谁料军师没有表现出我想象中的惊讶,反倒一副了然的样子,感叹道:“果然如此。”
什么果然如此,难道你已经猜到我会这么回答,那你还问我个球。
“你果然是老大的女人。”下一秒,军师就装出一副萎靡不振的样子,哀嚎道:“苍天啊,为什么那冰块比我吃香,这年头的女生都是怎么了,放着我这样的超级暖男不要,喜欢一个冷冰冰的塑料有什么好的。我跟你说,你跟他在一起,绝对一年都说不上几句话,三百六十五天夜夜独守空房。”
我翻了个白眼,这么八卦的人,居然可以在陈阎王手下活到现在。不过,怎么听着感觉他和陈阎王好像很熟的样子。于是我道:“你怎么知道,你很了解他?”
“嘿,不是我了解他,这是众所周知的事。我跟你说,你可千万别被他那张人模狗样人畜无害的脸给骗了,他训起人来,啧啧啧。”
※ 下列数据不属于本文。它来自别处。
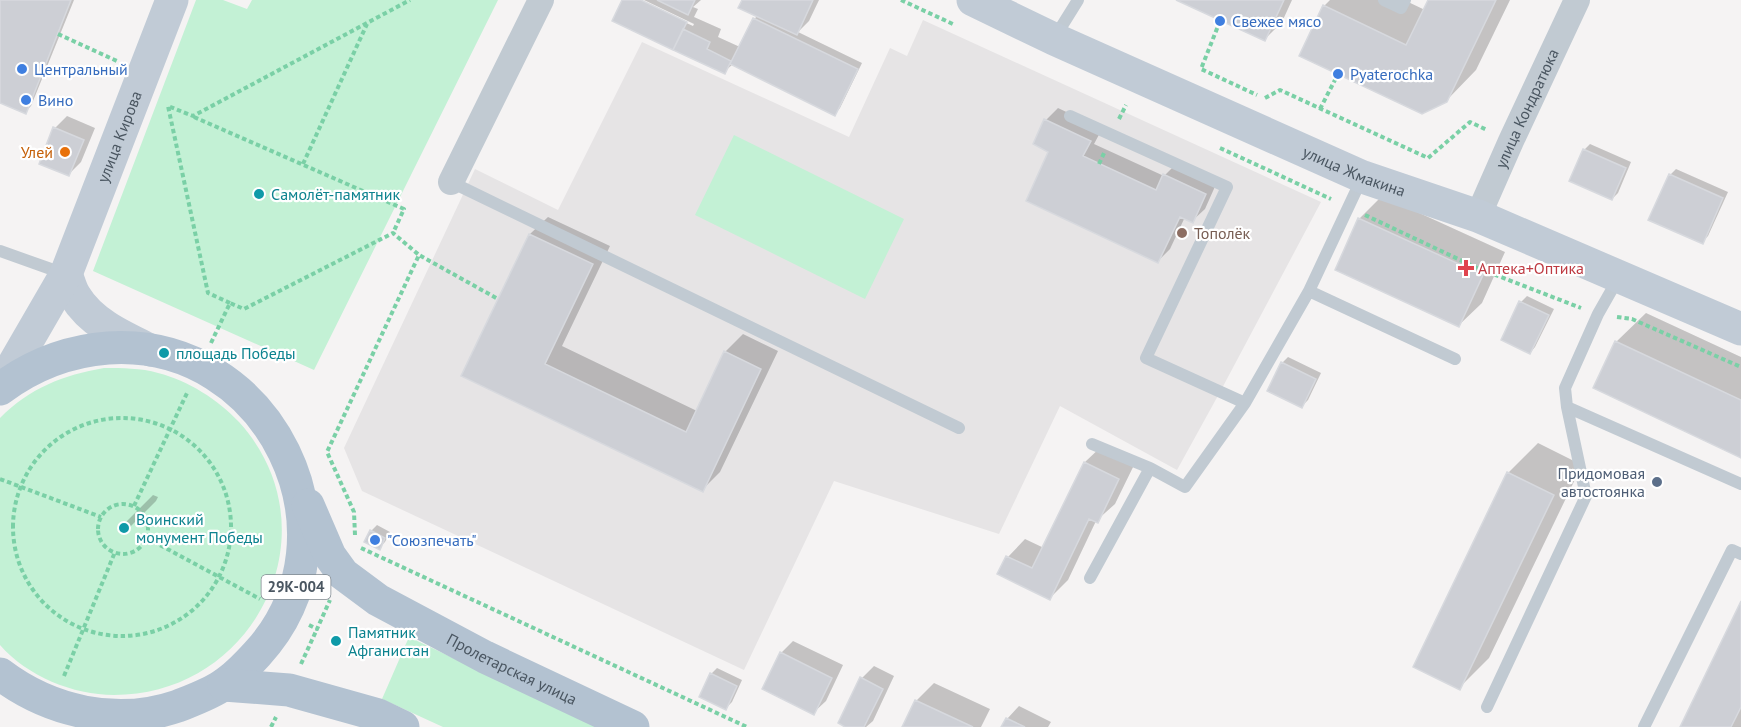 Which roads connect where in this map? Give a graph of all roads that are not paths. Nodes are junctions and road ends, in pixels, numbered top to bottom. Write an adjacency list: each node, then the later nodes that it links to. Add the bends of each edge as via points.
1 (172, 0): 14 (street, улица Кирова)
2 (540, 0): 11 (street)
3 (974, 0): 8 (street, улица Жмакина)
4 (1078, 0): 8 (lane)
5 (1384, 0): 6 (lane, via 1401,8)
6 (1405, 0)
7 (1571, 5): 12 (street, улица Кондратюка)
8 (1054, 39): 10 (street, улица Жмакина)
9 (1070, 116): 21 (lane, via 1227,187 1146,358)
10 (1363, 177): 12 (street, улица Жмакина); 16 (lane)
11 (451, 182): 23 (lane)
12 (1478, 216): 15 (street, улица Жмакина)
13 (0, 251): 14 (lane)
14 (66, 274): 18 (street, via 75,296 89,313 113,332); 20 (street, улица Кирова)
15 (1620, 276): 17 (street, улица Жмакина); 22 (lane, via 1565,388)
16 (1310, 291): 19 (lane); 21 (lane)
17 (1741, 329)
18 (150, 350): 20 (main road, 29К-004, via 124,347 74,354 33,367); 25 (main road, 29К-004, via 178,356 226,381 265,418)
19 (1455, 359)
20 (0, 389)
21 (1245, 403): 26 (lane, via 1185,487)
22 (1567, 407): 27 (lane); 32 (lane, via 1586,496)
23 (959, 428)
24 (1092, 444): 26 (lane)
25 (291, 465): 31 (main road, 29К-004, via 304,526 296,587 268,642); 35 (main road, Пролетарская улица / 29К-004, via 330,556 343,573 378,600)
26 (1150, 468): 29 (lane)
27 (1741, 484)
28 (1741, 554): 36 (lane, via 1732,550)
29 (1090, 578)
30 (0, 674): 33 (main road, 29К-004, via 52,705 77,713)
31 (224, 685): 33 (main road, 29К-004); 34 (main road, 29К-004, via 289,690)
32 (1487, 707)
33 (163, 719)
34 (403, 727)
35 (633, 727)
36 (1644, 727) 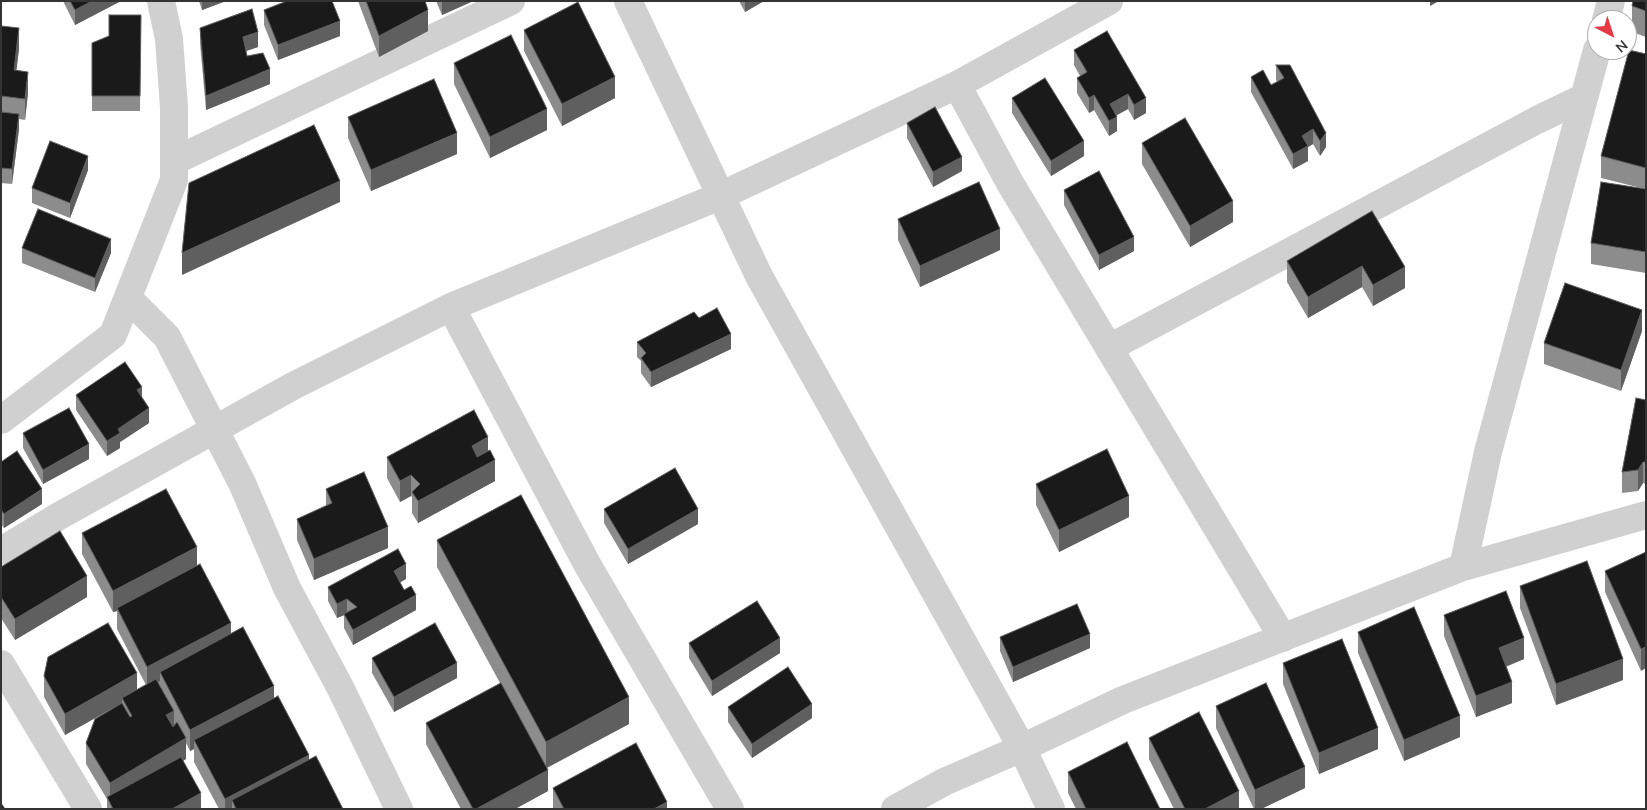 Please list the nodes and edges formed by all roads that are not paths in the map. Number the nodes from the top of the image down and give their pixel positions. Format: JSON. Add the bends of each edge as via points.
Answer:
{"nodes":[{"id":1,"x":161,"y":1,"type":"edge"},
{"id":2,"x":511,"y":1,"type":"edge"},
{"id":3,"x":628,"y":1,"type":"edge"},
{"id":4,"x":1109,"y":1,"type":"edge"},
{"id":5,"x":1594,"y":60,"type":"edge"},
{"id":6,"x":957,"y":85,"type":"junction"},
{"id":7,"x":1583,"y":98,"type":"junction"},
{"id":8,"x":174,"y":161,"type":"junction"},
{"id":9,"x":720,"y":196,"type":"junction"},
{"id":10,"x":128,"y":298,"type":"junction"},
{"id":11,"x":451,"y":307,"type":"junction"},
{"id":12,"x":1109,"y":348,"type":"junction"},
{"id":13,"x":1,"y":420,"type":"edge"},
{"id":14,"x":214,"y":430,"type":"junction"},
{"id":15,"x":1646,"y":515,"type":"edge"},
{"id":16,"x":1,"y":551,"type":"edge"},
{"id":17,"x":1463,"y":567,"type":"junction"},
{"id":18,"x":1284,"y":638,"type":"junction"},
{"id":19,"x":1,"y":664,"type":"edge"},
{"id":20,"x":1022,"y":748,"type":"junction"},
{"id":21,"x":88,"y":809,"type":"edge"},
{"id":22,"x":399,"y":809,"type":"edge"},
{"id":23,"x":730,"y":809,"type":"edge"},
{"id":24,"x":895,"y":809,"type":"edge"},
{"id":25,"x":1051,"y":809,"type":"edge"}],
"edges":[{"from":1,"to":8,"type":"street","via":[[169,39]]},
{"from":2,"to":8,"type":"street"},
{"from":3,"to":9,"type":"street"},
{"from":4,"to":6,"type":"street"},
{"from":5,"to":7,"type":"street"},
{"from":6,"to":9,"type":"street"},
{"from":6,"to":12,"type":"street","via":[[1010,183]]},
{"from":7,"to":12,"type":"street"},
{"from":7,"to":17,"type":"street","via":[[1488,452]]},
{"from":8,"to":10,"type":"street","via":[[174,180]]},
{"from":9,"to":11,"type":"street"},
{"from":9,"to":20,"type":"street","via":[[759,276]]},
{"from":10,"to":13,"type":"street","via":[[113,335]]},
{"from":10,"to":14,"type":"street","via":[[167,337]]},
{"from":11,"to":14,"type":"street","via":[[293,386]]},
{"from":11,"to":23,"type":"street","via":[[587,564]]},
{"from":12,"to":18,"type":"street"},
{"from":14,"to":16,"type":"street"},
{"from":14,"to":22,"type":"street","via":[[242,483],[287,588],[341,689]]},
{"from":15,"to":17,"type":"street"},
{"from":17,"to":18,"type":"street"},
{"from":18,"to":20,"type":"street","via":[[1123,700]]},
{"from":19,"to":21,"type":"street"},
{"from":20,"to":24,"type":"street","via":[[944,782]]},
{"from":20,"to":25,"type":"street"}]}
我脑补出陈阎王泼妇骂街的样子,不由得想笑。“那你说说,他一般骂你们什么?”
“哟,一看你就是温室里的花,没见过他的手段吧。他训人,可从来不用嘴。我们有一个惩戒室,专门用来处罚那些犯事的人,里面各种各样的刑具。嘿,有机会带你去看看!”军师有点激动道。
“算,算了吧,我可没兴趣。”我咽了口唾沫,变态。姓陈的都是变态。
说着我们又跑了一圈,我口干舌燥,看向在远处正背着手巡视其他人的陈阎王,心说都跑了快一公里,什么时候能停啊。
“你们的老规矩是几圈?”
“还有三圈。”顿了顿,他又道:“你是练家子吧,能跑到现在,已经,已经很不错了。”前头的军师因为一直逼逼赖赖个没完,体力消耗大,此刻跟我一样已经气喘吁吁,满头大汗,不过还是比我好点。
“什么?三圈?”我要崩溃了,现在早已天光大亮,沙漠里的太阳,很是毒辣。我虽然练过功夫,但太久没有进行这样的长跑,早就体力不支。
前边的军师似乎察觉到我的状态,悄悄放缓脚步。我有些感激地看向他。谁知他撩了一下汗淋淋的刘海,道:“唉,其实我也很累。”